Dataset entries
━━━━━━━━━━━━━━━━━━━━

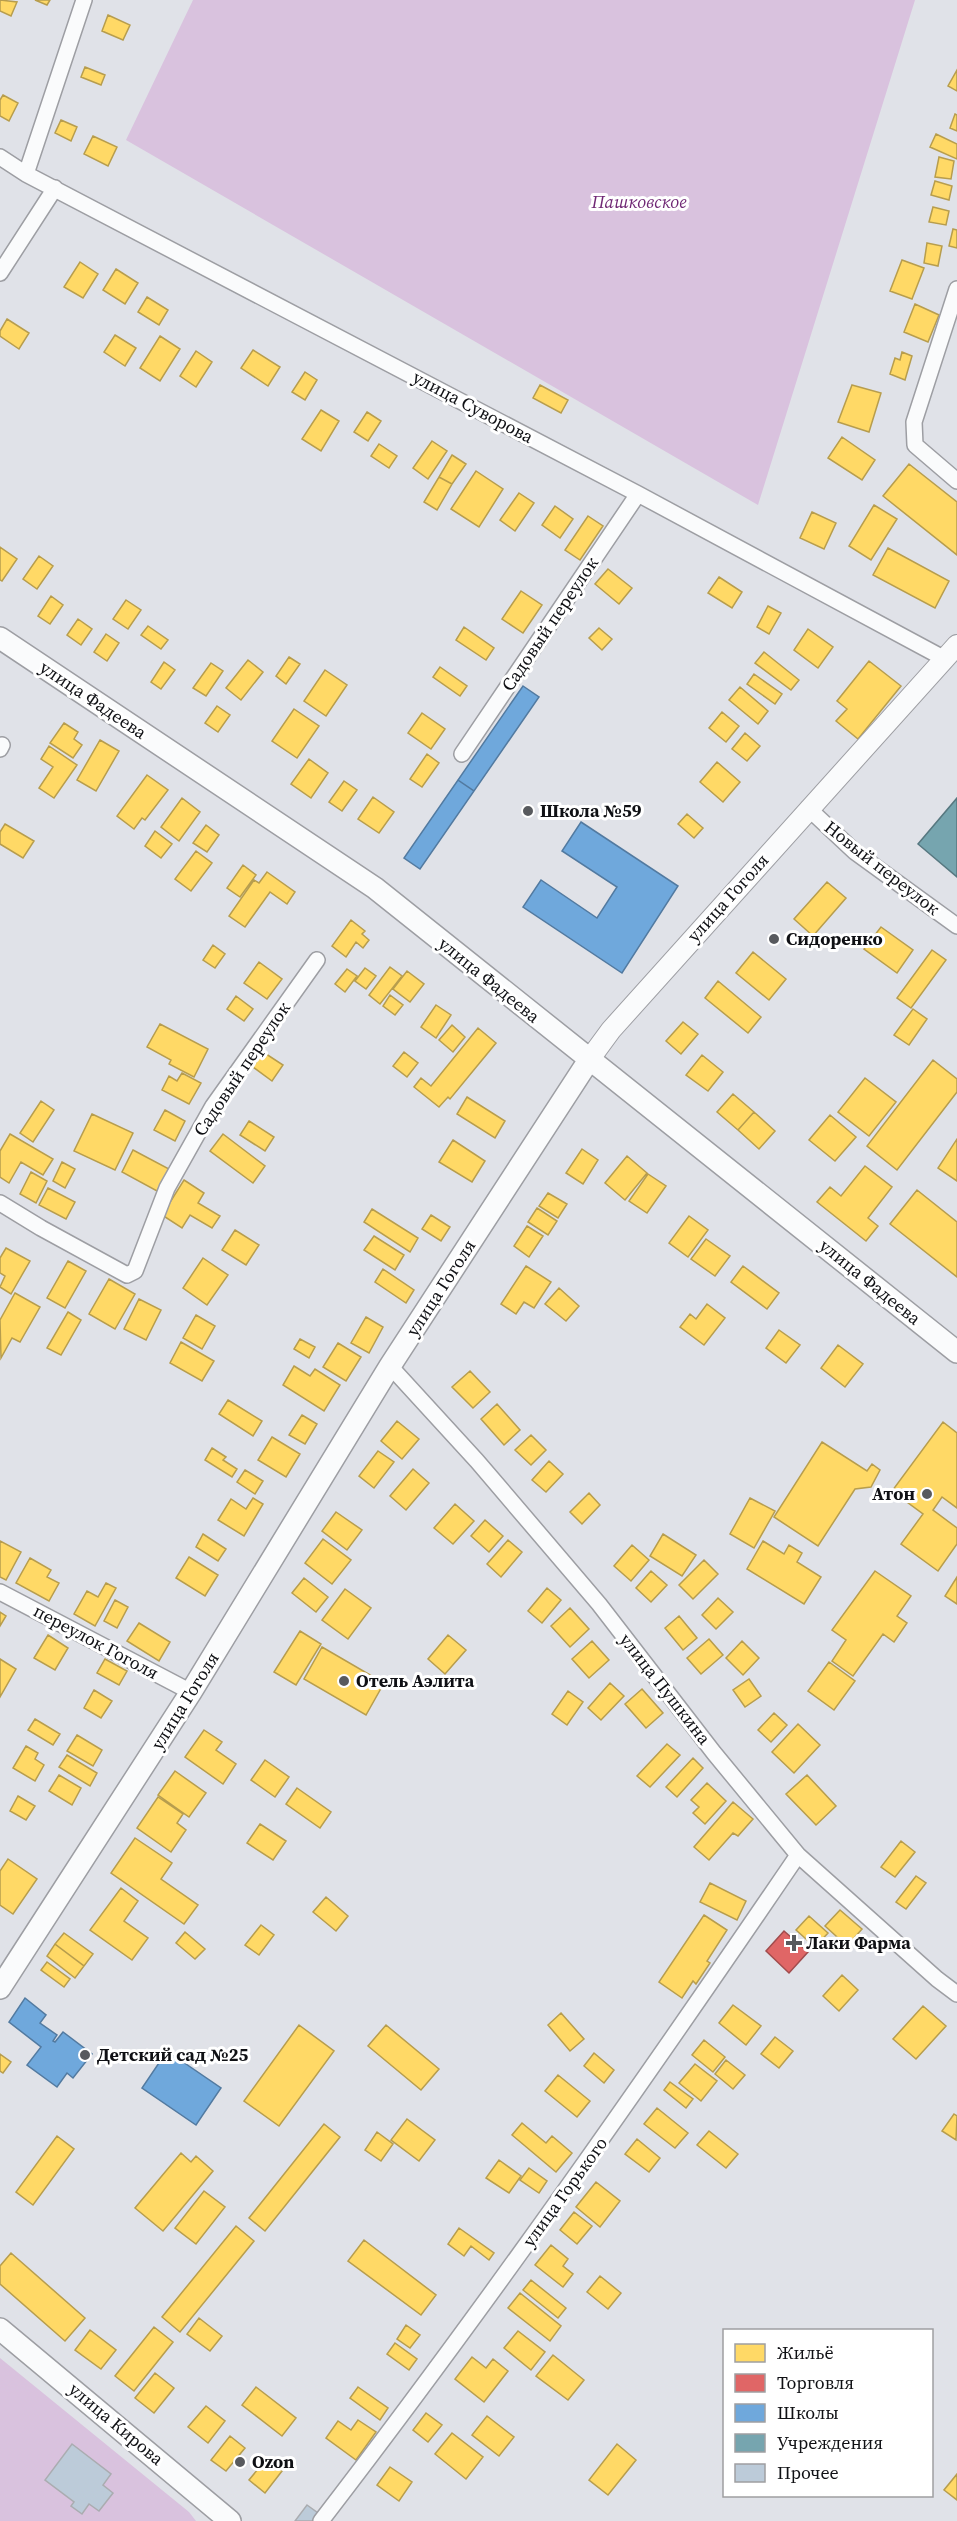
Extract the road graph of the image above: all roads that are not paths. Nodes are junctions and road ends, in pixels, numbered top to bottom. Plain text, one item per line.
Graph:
1 (84, 0) edge
2 (0, 157) edge
3 (26, 174) junction
4 (55, 188) junction
5 (0, 273) edge
6 (957, 289) edge
7 (957, 481) edge
8 (638, 494) junction
9 (0, 638) edge
10 (951, 652) edge
11 (462, 754) dead end
12 (808, 808) junction
13 (957, 926) edge
14 (317, 960) dead end
15 (589, 1060) junction
16 (0, 1203) edge
17 (957, 1352) edge
18 (390, 1366) junction
19 (0, 1593) edge
20 (191, 1692) junction
21 (798, 1855) junction
22 (0, 1988) edge
23 (957, 1994) edge
24 (0, 2329) edge
25 (230, 2521) edge
26 (321, 2521) edge

1 - 3 street
2 - 3 street, улица Суворова
3 - 4 street, улица Суворова
4 - 5 street
4 - 8 street, улица Суворова
6 - 7 street
8 - 10 street, улица Суворова
8 - 11 street, Садовый переулок
9 - 15 main road, улица Фадеева
10 - 12 street, улица Гоголя
12 - 13 street, Новый переулок
12 - 15 street, улица Гоголя
14 - 16 street, Садовый переулок
15 - 17 main road, улица Фадеева
15 - 18 main road, улица Гоголя
18 - 20 main road, улица Гоголя
18 - 21 street, улица Пушкина
19 - 20 street, переулок Гоголя
20 - 22 main road, улица Гоголя
21 - 23 street, улица Пушкина
21 - 26 street, улица Горького
24 - 25 main road, улица Кирова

━━━━━━━━━━━━━━━━━━━━

→ **Action item**:
Only the pictures are to be excluded; all other parts of the records above are to be given exactly.

→ **Solution for this exercise**:
Extract the road graph of the image above: all roads that are not paths. Nodes are junctions and road ends, in pixels, numbered top to bottom. Plain text, one item per line.
Graph:
1 (84, 0) edge
2 (0, 157) edge
3 (26, 174) junction
4 (55, 188) junction
5 (0, 273) edge
6 (957, 289) edge
7 (957, 481) edge
8 (638, 494) junction
9 (0, 638) edge
10 (951, 652) edge
11 (462, 754) dead end
12 (808, 808) junction
13 (957, 926) edge
14 (317, 960) dead end
15 (589, 1060) junction
16 (0, 1203) edge
17 (957, 1352) edge
18 (390, 1366) junction
19 (0, 1593) edge
20 (191, 1692) junction
21 (798, 1855) junction
22 (0, 1988) edge
23 (957, 1994) edge
24 (0, 2329) edge
25 (230, 2521) edge
26 (321, 2521) edge

1 - 3 street
2 - 3 street, улица Суворова
3 - 4 street, улица Суворова
4 - 5 street
4 - 8 street, улица Суворова
6 - 7 street
8 - 10 street, улица Суворова
8 - 11 street, Садовый переулок
9 - 15 main road, улица Фадеева
10 - 12 street, улица Гоголя
12 - 13 street, Новый переулок
12 - 15 street, улица Гоголя
14 - 16 street, Садовый переулок
15 - 17 main road, улица Фадеева
15 - 18 main road, улица Гоголя
18 - 20 main road, улица Гоголя
18 - 21 street, улица Пушкина
19 - 20 street, переулок Гоголя
20 - 22 main road, улица Гоголя
21 - 23 street, улица Пушкина
21 - 26 street, улица Горького
24 - 25 main road, улица Кирова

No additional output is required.